* Your task *
Transcribe all of the records, leaving out any pictures.

⟨

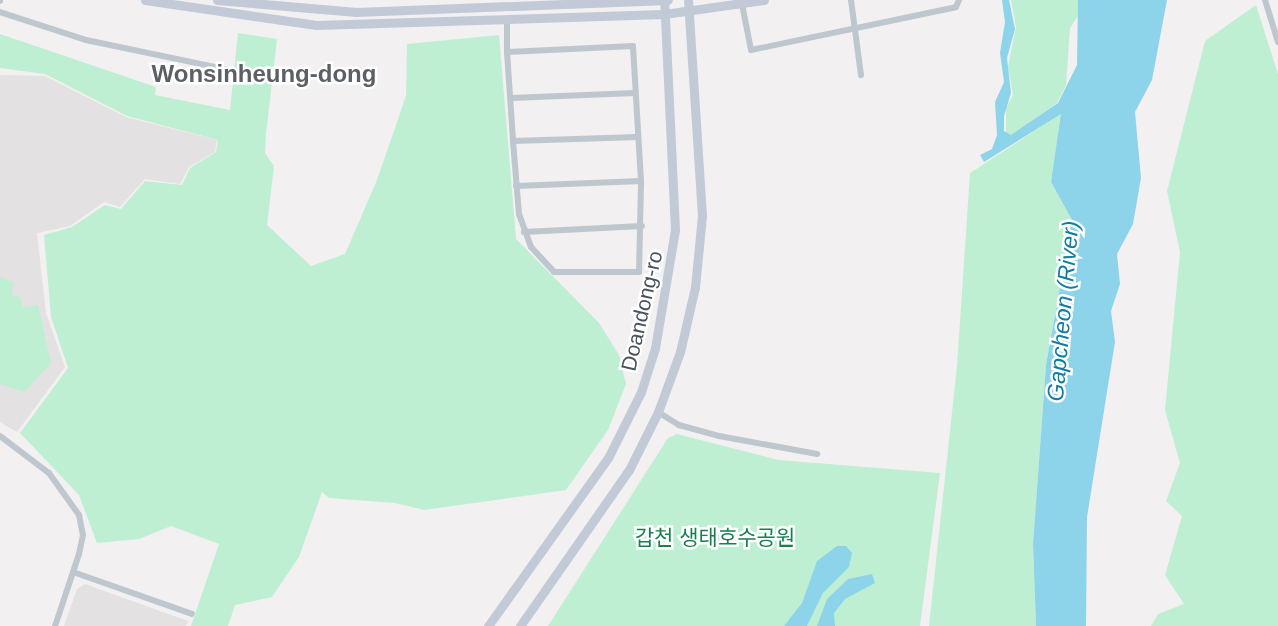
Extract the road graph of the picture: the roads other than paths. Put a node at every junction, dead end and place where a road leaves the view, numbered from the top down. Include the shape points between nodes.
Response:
1 (145, 0) edge
2 (217, 0) edge
3 (664, 0) edge
4 (669, 0) edge
5 (688, 0) edge
6 (764, 0) edge
7 (851, 0) edge
8 (959, 0) edge
9 (1265, 0) edge
10 (741, 4) junction
11 (293, 5) edge
12 (0, 12) edge
13 (689, 12) junction
14 (664, 14) junction
15 (507, 21) junction
16 (290, 24) junction
17 (857, 29) junction
18 (1278, 42) edge
19 (508, 52) junction
20 (229, 70) dead end
21 (861, 75) dead end
22 (635, 93) junction
23 (511, 98) junction
24 (638, 136) junction
25 (513, 141) junction
26 (641, 181) junction
27 (516, 186) junction
28 (642, 226) junction
29 (524, 232) junction
30 (658, 412) junction
31 (0, 436) edge
32 (817, 454) dead end
33 (73, 572) junction
34 (192, 614) dead end
35 (55, 626) edge
36 (488, 626) edge
37 (520, 626) edge

1 - 16 main road
2 - 11 main road
3 - 4 main road
3 - 11 main road via 356,12
3 - 14 main road, Doandong-ro
5 - 13 main road, Doandong-ro
6 - 10 main road
7 - 17 street
8 - 17 street via 956,7
9 - 18 street
10 - 13 main road
10 - 17 street via 751,50
11 - 16 street
12 - 20 street via 86,40
13 - 14 main road
13 - 30 main road, Doandong-ro via 702,216 695,287 670,384
14 - 15 main road
14 - 36 main road, Doandong-ro via 676,230 655,348 641,392 608,458
15 - 16 main road
15 - 19 street
17 - 21 street
19 - 22 street via 632,46
19 - 23 street
22 - 23 street
22 - 24 street
23 - 25 street
24 - 25 street
24 - 26 street
25 - 27 street
26 - 27 street
26 - 28 street
27 - 29 street
28 - 29 street
28 - 29 street via 639,272 554,272
30 - 32 street via 679,425 719,436
30 - 37 main road, Doandong-ro via 629,470
31 - 33 street via 49,473 79,515 83,535
33 - 34 street
33 - 35 street

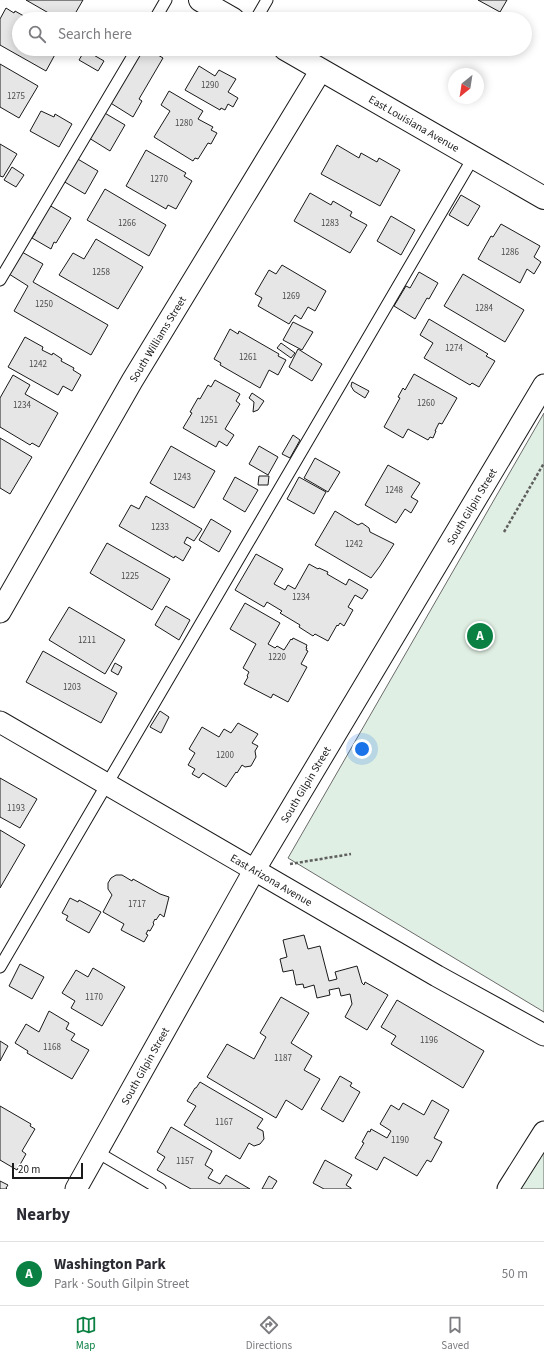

⟩

* The answer *
Extract the road graph of the picture: the roads other than paths. Put a node at every junction, dead end and place where a road leaves the view, numbered from the top down. Include the shape points between nodes.
Response:
1 (145, 0) edge
2 (217, 0) edge
3 (664, 0) edge
4 (669, 0) edge
5 (688, 0) edge
6 (764, 0) edge
7 (851, 0) edge
8 (959, 0) edge
9 (1265, 0) edge
10 (741, 4) junction
11 (293, 5) edge
12 (0, 12) edge
13 (689, 12) junction
14 (664, 14) junction
15 (507, 21) junction
16 (290, 24) junction
17 (857, 29) junction
18 (1278, 42) edge
19 (508, 52) junction
20 (229, 70) dead end
21 (861, 75) dead end
22 (635, 93) junction
23 (511, 98) junction
24 (638, 136) junction
25 (513, 141) junction
26 (641, 181) junction
27 (516, 186) junction
28 (642, 226) junction
29 (524, 232) junction
30 (658, 412) junction
31 (0, 436) edge
32 (817, 454) dead end
33 (73, 572) junction
34 (192, 614) dead end
35 (55, 626) edge
36 (488, 626) edge
37 (520, 626) edge

1 - 16 main road
2 - 11 main road
3 - 4 main road
3 - 11 main road via 356,12
3 - 14 main road, Doandong-ro
5 - 13 main road, Doandong-ro
6 - 10 main road
7 - 17 street
8 - 17 street via 956,7
9 - 18 street
10 - 13 main road
10 - 17 street via 751,50
11 - 16 street
12 - 20 street via 86,40
13 - 14 main road
13 - 30 main road, Doandong-ro via 702,216 695,287 670,384
14 - 15 main road
14 - 36 main road, Doandong-ro via 676,230 655,348 641,392 608,458
15 - 16 main road
15 - 19 street
17 - 21 street
19 - 22 street via 632,46
19 - 23 street
22 - 23 street
22 - 24 street
23 - 25 street
24 - 25 street
24 - 26 street
25 - 27 street
26 - 27 street
26 - 28 street
27 - 29 street
28 - 29 street
28 - 29 street via 639,272 554,272
30 - 32 street via 679,425 719,436
30 - 37 main road, Doandong-ro via 629,470
31 - 33 street via 49,473 79,515 83,535
33 - 34 street
33 - 35 street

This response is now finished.